PROBLEM TO WORK ON >> How many lines below include the word "Железнодорожная"? State that number and nothing else.

DATASET EXTRACT >>
******************************
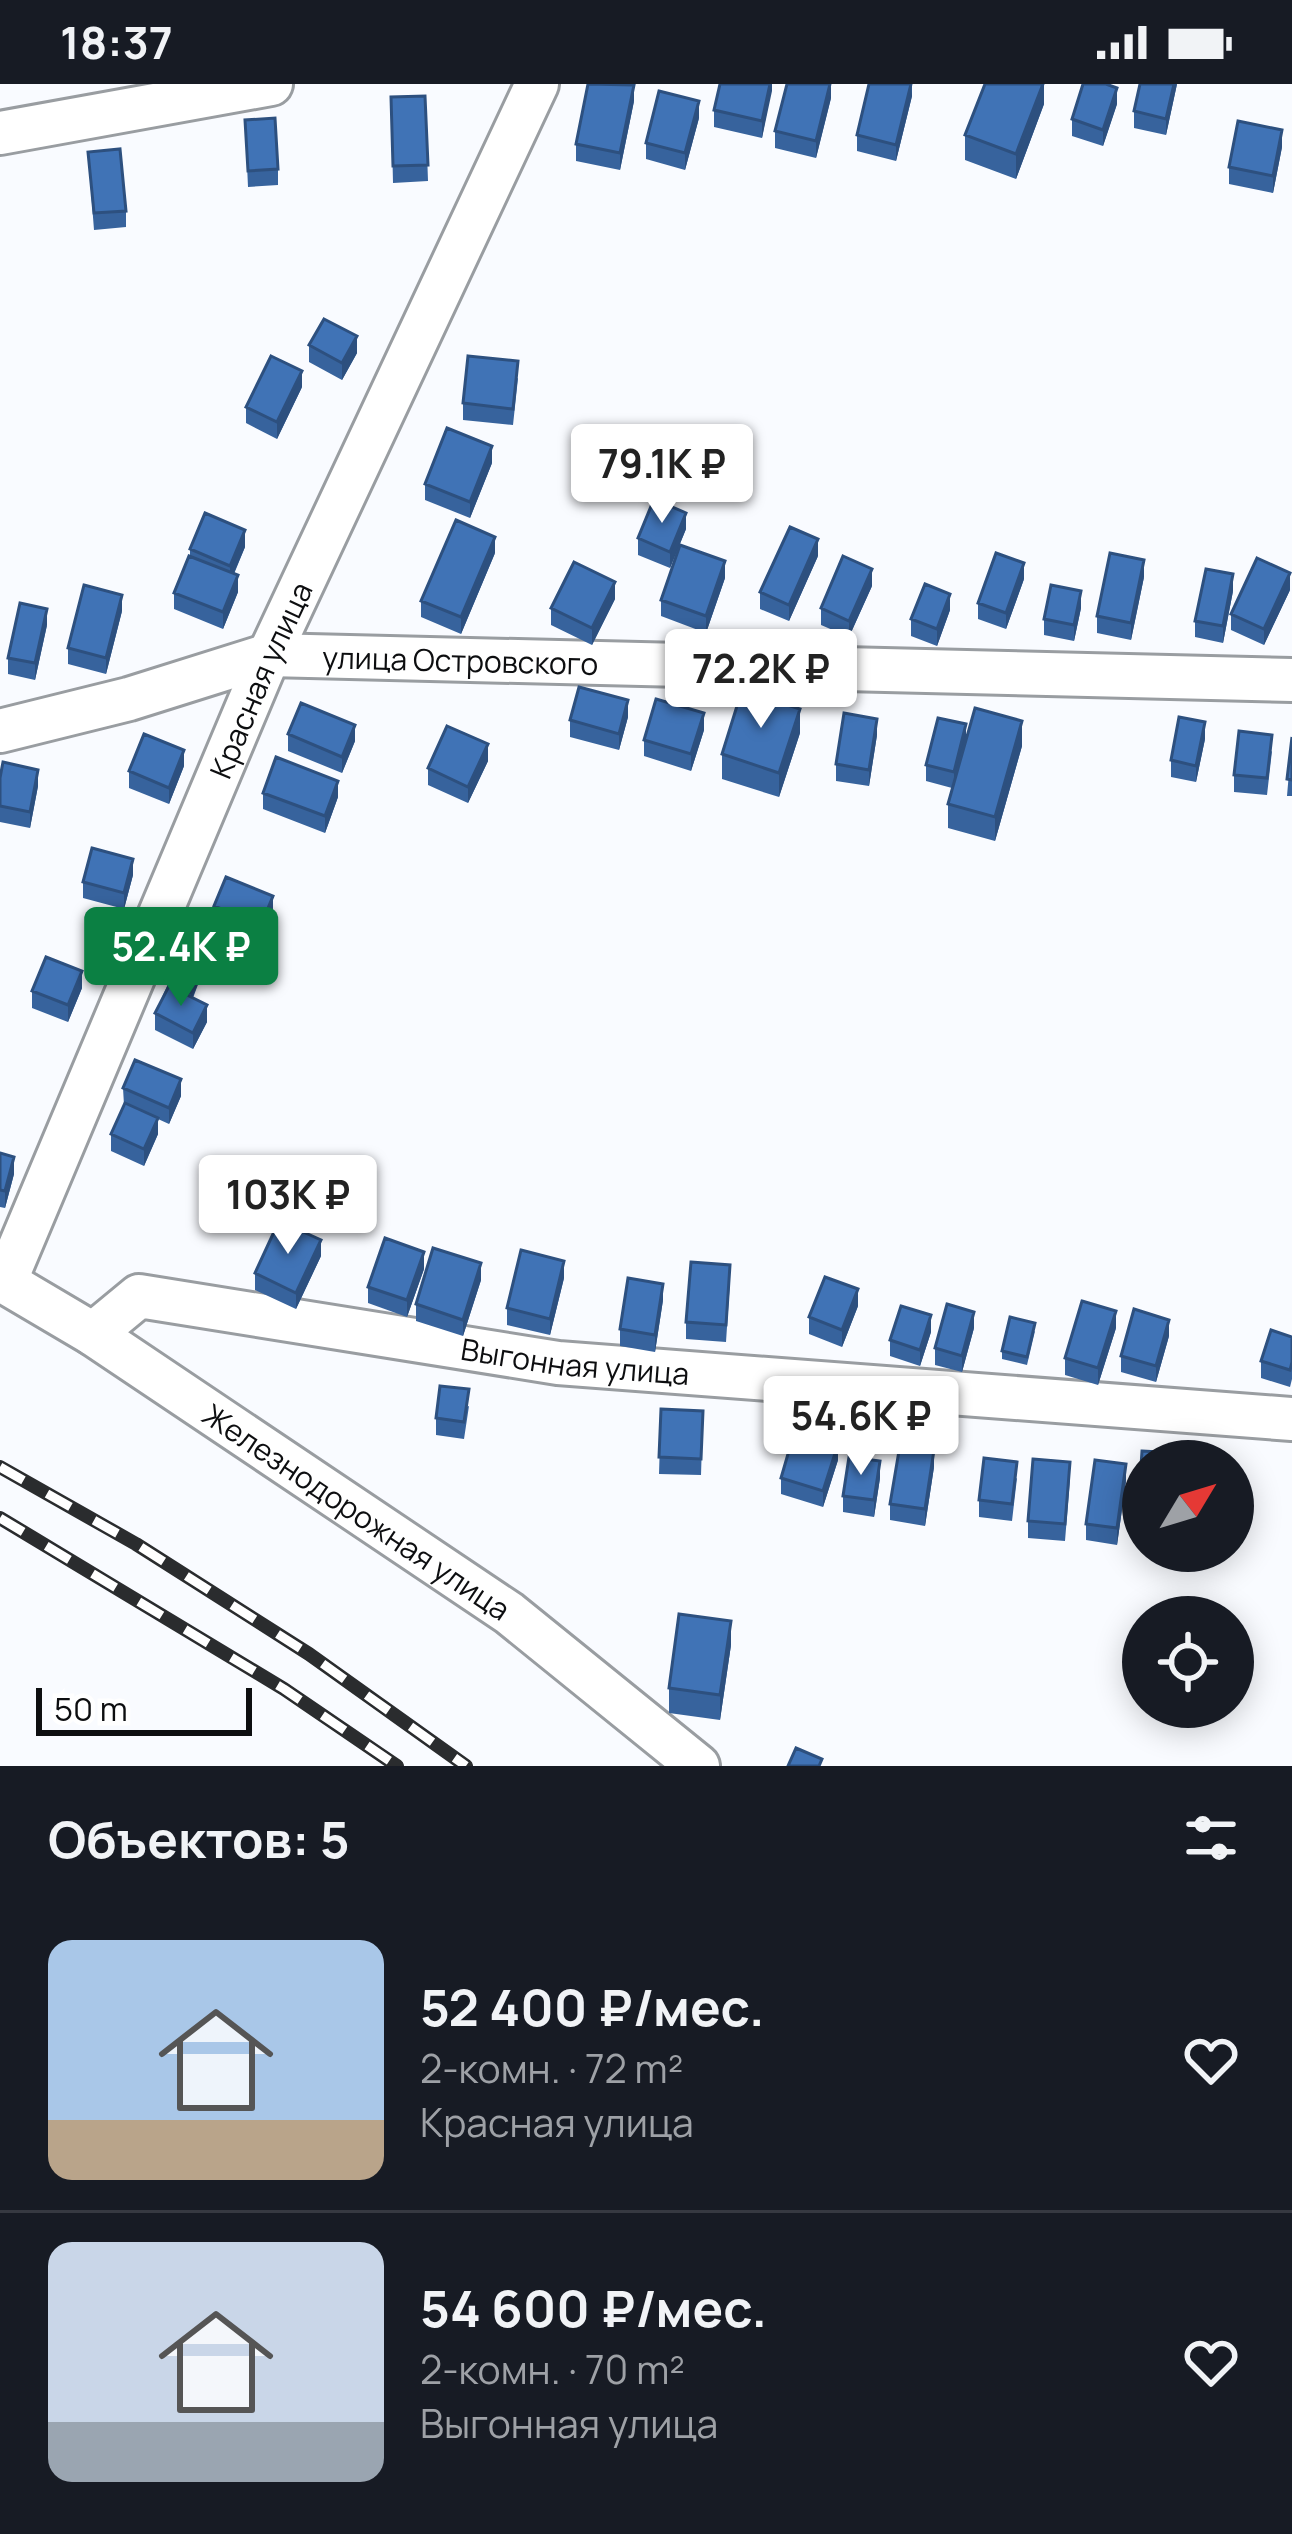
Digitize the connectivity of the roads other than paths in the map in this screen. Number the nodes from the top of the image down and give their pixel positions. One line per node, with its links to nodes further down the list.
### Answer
1 (271, 84): 3 (street)
2 (537, 84): 4 (street, Красная улица)
3 (0, 133)
4 (269, 655): 5 (street, улица Островского); 6 (street, улица Островского); 7 (street, Красная улица)
5 (1292, 680)
6 (0, 731)
7 (3, 1281): 8 (street, Железнодорожная улица)
8 (93, 1334): 9 (street, Выгонная улица); 10 (street, Железнодорожная улица)
9 (1292, 1419)
10 (698, 1766)

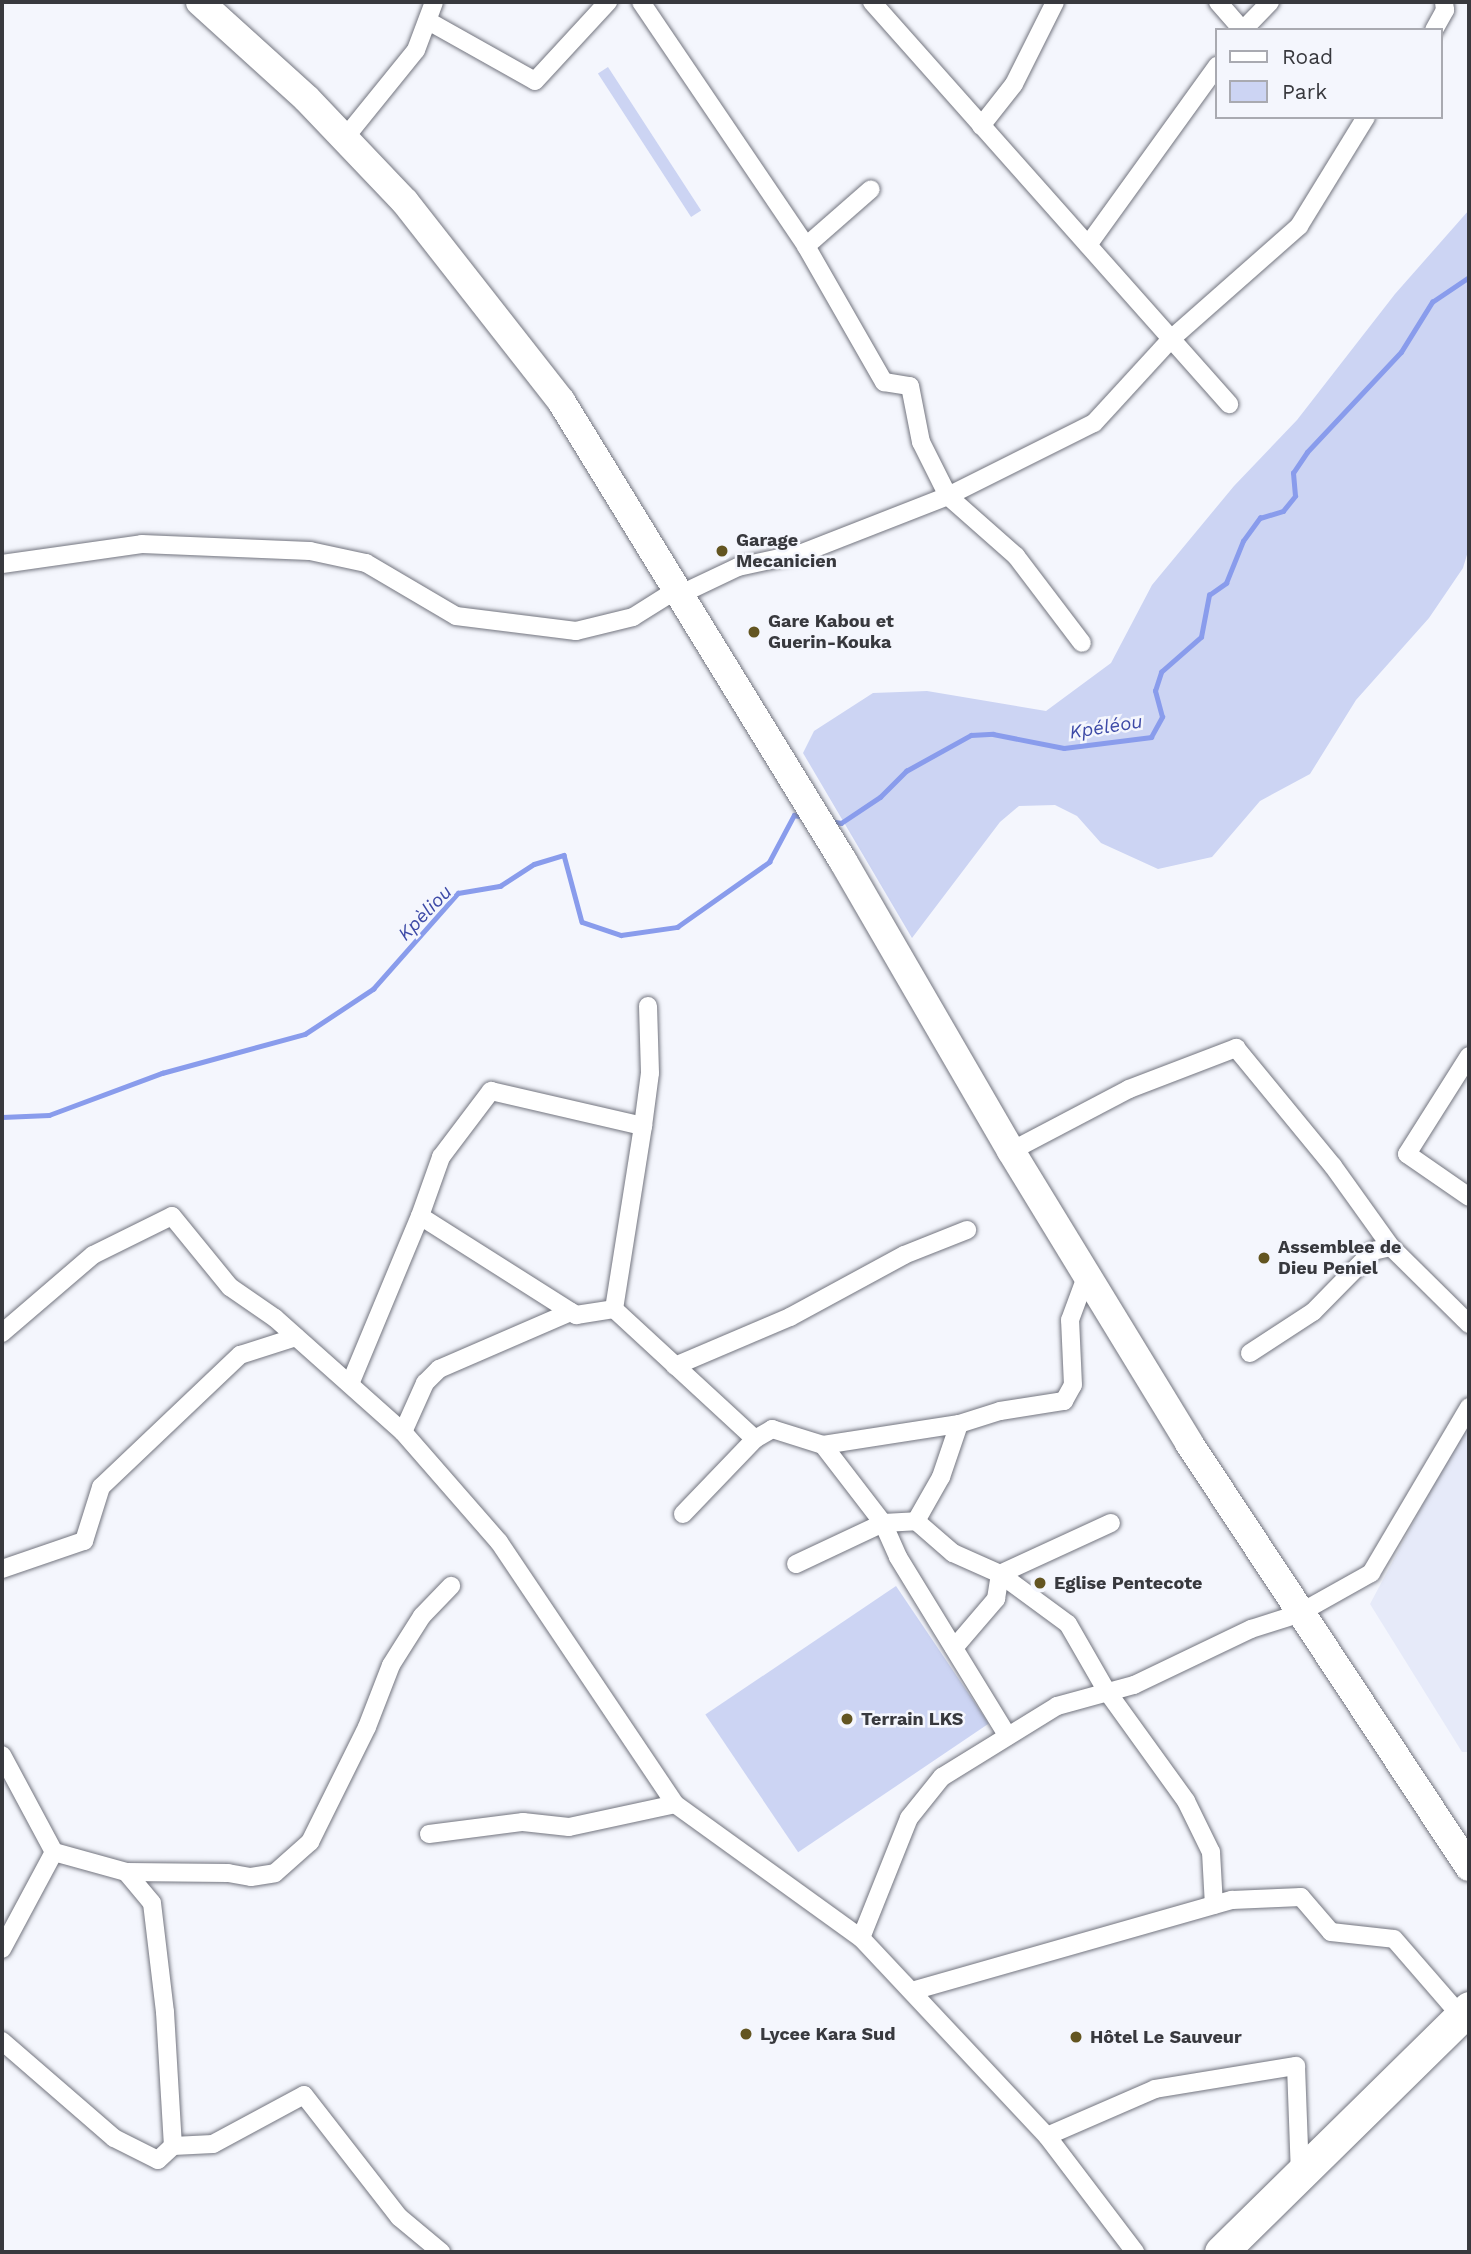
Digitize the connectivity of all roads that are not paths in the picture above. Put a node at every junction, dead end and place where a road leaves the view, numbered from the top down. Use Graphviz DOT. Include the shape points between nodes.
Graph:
graph roads {
  1 [pos="200,2"];
  2 [pos="434,2"];
  3 [pos="608,2"];
  4 [pos="641,2"];
  5 [pos="872,2"];
  6 [pos="1055,2"];
  7 [pos="1218,2"];
  8 [pos="1270,2"];
  9 [pos="1444,2"];
  10 [pos="430,22"];
  11 [pos="1240,28"];
  12 [pos="1244,28"];
  13 [pos="1435,28"];
  14 [pos="1216,67"];
  15 [pos="1365,119"];
  16 [pos="981,126"];
  17 [pos="344,139"];
  18 [pos="871,189"];
  19 [pos="1088,245"];
  20 [pos="806,246"];
  21 [pos="1171,339"];
  22 [pos="1229,404"];
  23 [pos="948,496"];
  24 [pos="2,564"];
  25 [pos="678,592"];
  26 [pos="1082,643"];
  27 [pos="648,1006"];
  28 [pos="1469,1056"];
  29 [pos="643,1126"];
  30 [pos="1011,1152"];
  31 [pos="1469,1196"];
  32 [pos="420,1216"];
  33 [pos="967,1230"];
  34 [pos="1391,1247"];
  35 [pos="1087,1274"];
  36 [pos="614,1309"];
  37 [pos="571,1312"];
  38 [pos="1469,1324"];
  39 [pos="2,1333"];
  40 [pos="296,1336"];
  41 [pos="1250,1353"];
  42 [pos="675,1366"];
  43 [pos="350,1384"];
  44 [pos="1469,1407"];
  45 [pos="959,1424"];
  46 [pos="403,1432"];
  47 [pos="755,1439"];
  48 [pos="823,1444"];
  49 [pos="682,1514"];
  50 [pos="916,1521"];
  51 [pos="883,1523"];
  52 [pos="1111,1523"];
  53 [pos="796,1564"];
  54 [pos="2,1569"];
  55 [pos="1000,1574"];
  56 [pos="451,1586"];
  57 [pos="1298,1614"];
  58 [pos="954,1648"];
  59 [pos="1106,1690"];
  60 [pos="1007,1735"];
  61 [pos="2,1755"];
  62 [pos="675,1804"];
  63 [pos="429,1834"];
  64 [pos="54,1852"];
  65 [pos="1469,1867"];
  66 [pos="126,1872"];
  67 [pos="1214,1905"];
  68 [pos="861,1938"];
  69 [pos="2,1949"];
  70 [pos="912,1990"];
  71 [pos="1465,2012"];
  72 [pos="2,2041"];
  73 [pos="1047,2136"];
  74 [pos="173,2146"];
  75 [pos="1300,2178"];
  76 [pos="442,2252"];
  77 [pos="1135,2252"];
  78 [pos="1221,2252"];
  1 -- 17 [label="main road"];
  2 -- 10 [label="street"];
  3 -- 10 [label="street" via="535,82"];
  4 -- 20 [label="street"];
  5 -- 16 [label="street"];
  6 -- 16 [label="street" via="1014,85"];
  7 -- 11 [label="street"];
  8 -- 12 [label="street"];
  9 -- 13 [label="street" via="1445,10"];
  10 -- 17 [label="street" via="416,50"];
  14 -- 19 [label="street"];
  15 -- 21 [label="street" via="1299,226"];
  16 -- 19 [label="street"];
  17 -- 25 [label="main road" via="438,242 561,401"];
  18 -- 20 [label="street"];
  19 -- 21 [label="street"];
  20 -- 23 [label="street" via="884,382 910,386 921,442"];
  21 -- 22 [label="street"];
  21 -- 23 [label="street" via="1094,423"];
  23 -- 25 [label="street" via="802,553 738,567"];
  23 -- 26 [label="street" via="1016,556"];
  24 -- 25 [label="street" via="142,544 310,551 366,563 456,616 576,631 633,617"];
  25 -- 30 [label="main road" via="843,862"];
  27 -- 29 [label="street" via="650,1073"];
  28 -- 31 [label="street" via="1407,1154"];
  29 -- 32 [label="street" via="491,1091 441,1157"];
  29 -- 36 [label="street"];
  30 -- 34 [label="street" via="1129,1089 1236,1048 1295,1126 1333,1166"];
  30 -- 35 [label="main road"];
  32 -- 37 [label="street"];
  32 -- 43 [label="street"];
  33 -- 42 [label="street" via="904,1255 790,1317"];
  34 -- 38 [label="street"];
  34 -- 41 [label="street" via="1373,1251 1313,1312"];
  35 -- 45 [label="street" via="1070,1320 1070,1396 1059,1404 1000,1411"];
  35 -- 57 [label="main road"];
  36 -- 37 [label="street"];
  36 -- 42 [label="street"];
  37 -- 46 [label="street" via="439,1369 425,1383"];
  39 -- 40 [label="street" via="93,1255 172,1216 230,1287"];
  40 -- 43 [label="street"];
  40 -- 54 [label="street" via="240,1355 101,1487 84,1541"];
  42 -- 47 [label="street"];
  43 -- 46 [label="street"];
  44 -- 57 [label="street" via="1371,1573"];
  45 -- 48 [label="street"];
  45 -- 50 [label="street" via="941,1477"];
  46 -- 62 [label="street" via="499,1542"];
  47 -- 48 [label="street" via="772,1429"];
  47 -- 49 [label="street"];
  48 -- 51 [label="street"];
  50 -- 51 [label="street"];
  50 -- 55 [label="street" via="953,1553"];
  51 -- 53 [label="street"];
  51 -- 58 [label="street" via="898,1557"];
  52 -- 55 [label="street"];
  55 -- 58 [label="street" via="996,1599"];
  55 -- 59 [label="street" via="1068,1624"];
  56 -- 66 [label="street" via="422,1616 391,1665 367,1727 310,1842 285,1867 251,1877 228,1872"];
  57 -- 59 [label="street" via="1251,1629 1134,1685"];
  57 -- 65 [label="main road"];
  58 -- 60 [label="street"];
  59 -- 60 [label="street" via="1057,1706"];
  59 -- 67 [label="street" via="1186,1801 1211,1852"];
  60 -- 68 [label="street" via="942,1777 909,1818"];
  61 -- 64 [label="street"];
  62 -- 63 [label="street" via="569,1827 523,1822"];
  62 -- 68 [label="street"];
  64 -- 66 [label="street"];
  64 -- 69 [label="street"];
  66 -- 74 [label="street" via="152,1903 165,2012"];
  67 -- 70 [label="street"];
  67 -- 71 [label="street" via="1301,1896 1331,1932 1394,1939"];
  68 -- 70 [label="street"];
  70 -- 73 [label="street"];
  71 -- 75 [label="highway"];
  72 -- 74 [label="street" via="114,2138 158,2160"];
  73 -- 75 [label="street" via="1155,2089 1296,2066"];
  73 -- 77 [label="street"];
  74 -- 76 [label="street" via="213,2144 304,2095 400,2217"];
  75 -- 78 [label="highway"];
}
******************************
WRITTEN RESPONSE >> 2